Mais pour que la sobriété soit le fondement d’un projet de société partagé, il faut d’’abord construire une utopie de la sobriété en l’associant à un imaginaire positif et désirable. Pour ce faire il importe de revoir notre vision souvent caricaturale de l’utopie pour envisager un véritable principe espérance dont parlait le philosophe Ernst Bloch. Mais pour nourrir cette espérance, il faut également sortir du paradigme de l’abondance illimitée, ce qui signifie qu’il va falloir accepter de changer radicalement nos modes de vie et arrêter de penser qu’une hypothétique parade technologique nous permettra un jour de sauvegarder une abondance perdue. Pour métamorphoser le système de production et de consommation, Il importe donc de partir des limites des ressources planétaires et non pas de notre niveau de confort. Il faut donc accepter d’opérer des renoncements qui seuls permettront de changer structurellement nos modes de vie. C’est en ce sens que « la sobriété est notre plus grande richesse » ; comme le résume justement le Bruno Villalba, professeur de science politique à AgroParisTech dans un ouvrage très stimulant, Politiques de sobriété. Arrêtons donc de penser la sobriété comme un impératif d’optimisation de la consommation d’énergie sans contrainte aucune pour le secteur marchand. Regardons lucidement les énergies « vertes », le recyclage, et même le nucléaire comme des « logiques d’innovation et d’efficacité » qui servent essentiellement à justifier et à nourrir un discours performatif destiné à «maintenir vivace la promesse de l’abondance ».

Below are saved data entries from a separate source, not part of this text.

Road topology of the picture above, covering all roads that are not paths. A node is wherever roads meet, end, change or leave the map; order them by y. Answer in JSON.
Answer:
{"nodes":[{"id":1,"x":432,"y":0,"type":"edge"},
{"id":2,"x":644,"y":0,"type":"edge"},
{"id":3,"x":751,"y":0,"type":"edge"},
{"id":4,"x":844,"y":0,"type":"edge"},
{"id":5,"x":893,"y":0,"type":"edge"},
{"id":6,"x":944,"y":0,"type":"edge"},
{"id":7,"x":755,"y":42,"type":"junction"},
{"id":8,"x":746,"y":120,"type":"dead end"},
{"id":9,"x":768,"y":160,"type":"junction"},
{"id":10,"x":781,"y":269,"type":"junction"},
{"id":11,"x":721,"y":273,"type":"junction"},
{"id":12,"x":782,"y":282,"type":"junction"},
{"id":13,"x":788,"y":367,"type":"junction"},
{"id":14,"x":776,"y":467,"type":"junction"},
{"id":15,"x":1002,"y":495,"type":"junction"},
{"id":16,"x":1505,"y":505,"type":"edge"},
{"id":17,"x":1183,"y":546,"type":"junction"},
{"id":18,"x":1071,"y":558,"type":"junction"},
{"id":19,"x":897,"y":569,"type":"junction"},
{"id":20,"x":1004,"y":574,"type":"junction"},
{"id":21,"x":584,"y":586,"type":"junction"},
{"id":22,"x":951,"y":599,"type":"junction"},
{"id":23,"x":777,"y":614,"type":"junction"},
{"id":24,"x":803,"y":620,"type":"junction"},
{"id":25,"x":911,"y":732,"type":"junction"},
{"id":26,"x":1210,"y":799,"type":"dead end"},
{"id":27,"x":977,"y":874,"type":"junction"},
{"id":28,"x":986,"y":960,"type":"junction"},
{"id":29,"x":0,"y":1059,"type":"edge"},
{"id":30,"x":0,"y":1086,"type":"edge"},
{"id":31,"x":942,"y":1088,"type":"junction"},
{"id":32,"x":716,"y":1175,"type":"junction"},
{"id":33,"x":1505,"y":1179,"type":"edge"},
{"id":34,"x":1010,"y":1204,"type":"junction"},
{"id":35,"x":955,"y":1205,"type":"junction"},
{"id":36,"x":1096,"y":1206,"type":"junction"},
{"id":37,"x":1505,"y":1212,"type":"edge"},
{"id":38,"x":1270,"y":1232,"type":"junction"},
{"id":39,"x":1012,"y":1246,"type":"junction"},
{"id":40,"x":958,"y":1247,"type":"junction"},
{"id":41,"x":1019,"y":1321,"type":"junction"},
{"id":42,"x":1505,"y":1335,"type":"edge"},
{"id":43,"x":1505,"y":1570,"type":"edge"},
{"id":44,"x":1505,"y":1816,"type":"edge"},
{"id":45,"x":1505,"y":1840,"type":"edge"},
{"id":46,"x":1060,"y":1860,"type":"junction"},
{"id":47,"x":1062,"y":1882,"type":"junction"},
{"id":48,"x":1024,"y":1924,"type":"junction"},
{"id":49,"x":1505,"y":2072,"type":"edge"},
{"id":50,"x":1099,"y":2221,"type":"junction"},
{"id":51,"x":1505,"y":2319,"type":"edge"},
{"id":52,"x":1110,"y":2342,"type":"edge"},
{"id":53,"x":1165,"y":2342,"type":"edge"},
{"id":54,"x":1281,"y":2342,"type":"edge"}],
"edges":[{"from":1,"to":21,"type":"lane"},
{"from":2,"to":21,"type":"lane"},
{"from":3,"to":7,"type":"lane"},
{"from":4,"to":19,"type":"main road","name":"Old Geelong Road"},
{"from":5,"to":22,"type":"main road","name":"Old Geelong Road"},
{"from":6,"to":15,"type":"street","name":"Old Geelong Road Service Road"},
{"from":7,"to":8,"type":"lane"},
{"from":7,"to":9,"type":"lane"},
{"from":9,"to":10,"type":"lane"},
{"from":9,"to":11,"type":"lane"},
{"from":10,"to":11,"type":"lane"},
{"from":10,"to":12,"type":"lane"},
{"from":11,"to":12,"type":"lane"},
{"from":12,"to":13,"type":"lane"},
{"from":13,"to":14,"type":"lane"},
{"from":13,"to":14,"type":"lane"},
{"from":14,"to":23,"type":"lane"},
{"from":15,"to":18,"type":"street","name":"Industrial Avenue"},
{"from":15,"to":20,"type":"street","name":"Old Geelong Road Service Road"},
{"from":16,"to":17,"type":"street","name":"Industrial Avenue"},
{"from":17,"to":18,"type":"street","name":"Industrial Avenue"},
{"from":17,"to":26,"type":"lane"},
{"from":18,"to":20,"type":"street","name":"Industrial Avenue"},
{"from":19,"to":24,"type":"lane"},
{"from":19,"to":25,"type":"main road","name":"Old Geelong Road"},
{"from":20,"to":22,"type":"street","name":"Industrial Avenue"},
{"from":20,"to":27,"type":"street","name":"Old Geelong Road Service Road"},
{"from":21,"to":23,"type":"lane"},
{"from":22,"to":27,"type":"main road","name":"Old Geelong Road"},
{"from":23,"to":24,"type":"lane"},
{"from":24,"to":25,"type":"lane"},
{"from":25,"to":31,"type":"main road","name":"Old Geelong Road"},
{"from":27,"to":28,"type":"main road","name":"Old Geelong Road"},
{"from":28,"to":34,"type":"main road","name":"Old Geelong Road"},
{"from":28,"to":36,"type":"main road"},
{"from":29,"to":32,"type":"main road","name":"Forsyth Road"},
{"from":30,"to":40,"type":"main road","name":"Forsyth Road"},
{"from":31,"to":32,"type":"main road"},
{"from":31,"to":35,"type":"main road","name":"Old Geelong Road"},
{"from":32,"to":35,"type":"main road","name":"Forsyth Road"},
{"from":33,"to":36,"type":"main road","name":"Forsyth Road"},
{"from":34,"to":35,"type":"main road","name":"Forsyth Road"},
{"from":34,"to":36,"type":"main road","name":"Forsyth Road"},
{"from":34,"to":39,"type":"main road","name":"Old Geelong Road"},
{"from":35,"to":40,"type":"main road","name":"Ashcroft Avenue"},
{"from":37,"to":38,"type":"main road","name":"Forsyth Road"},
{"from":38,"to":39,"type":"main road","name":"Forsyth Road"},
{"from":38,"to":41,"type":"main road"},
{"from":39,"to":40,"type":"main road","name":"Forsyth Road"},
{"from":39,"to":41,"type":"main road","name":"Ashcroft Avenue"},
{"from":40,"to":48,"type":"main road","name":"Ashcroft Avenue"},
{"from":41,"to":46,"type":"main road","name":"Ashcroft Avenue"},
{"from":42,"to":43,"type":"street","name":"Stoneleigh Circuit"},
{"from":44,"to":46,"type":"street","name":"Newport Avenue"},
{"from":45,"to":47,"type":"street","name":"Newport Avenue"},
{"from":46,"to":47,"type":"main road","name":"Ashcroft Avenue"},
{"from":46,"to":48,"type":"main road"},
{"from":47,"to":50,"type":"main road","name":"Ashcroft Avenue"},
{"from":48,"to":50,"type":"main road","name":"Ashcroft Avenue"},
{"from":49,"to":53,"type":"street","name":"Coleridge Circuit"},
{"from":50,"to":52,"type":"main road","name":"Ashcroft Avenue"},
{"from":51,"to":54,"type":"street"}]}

Certes la perspective du renoncement n’est guère plaisante. Mais pour autant, il est possible d’envisager la sobriété comme un idéal positif permettant de repenser notre liberté. Celle-ci ne signifierait plus une absence de contraintes, mais plutôt une adhésion collective à une règle dans laquelle seraient prises en compte les conséquences de chaque chose sur l’ensemble des vivants. A ce titre, le renoncement serait un apprentissage de la réalité et permettrait de nous faire grandir, alors que le capitalisme ne cesse de nous infantiliser. Davantage qu’un étalon ou un élément coercitif, la sobriété peut donc être un outil permettant de comprendre ce que l’on est prêt à perdre et pourquoi il est utile de le perdre. Cette rationalisation de la sobriété est donc aux antipodes d’un discours politique et culturel la ravalant au seul registre des émotions dulcifiées pour mieux rendre invisibles ses effets dérangeants.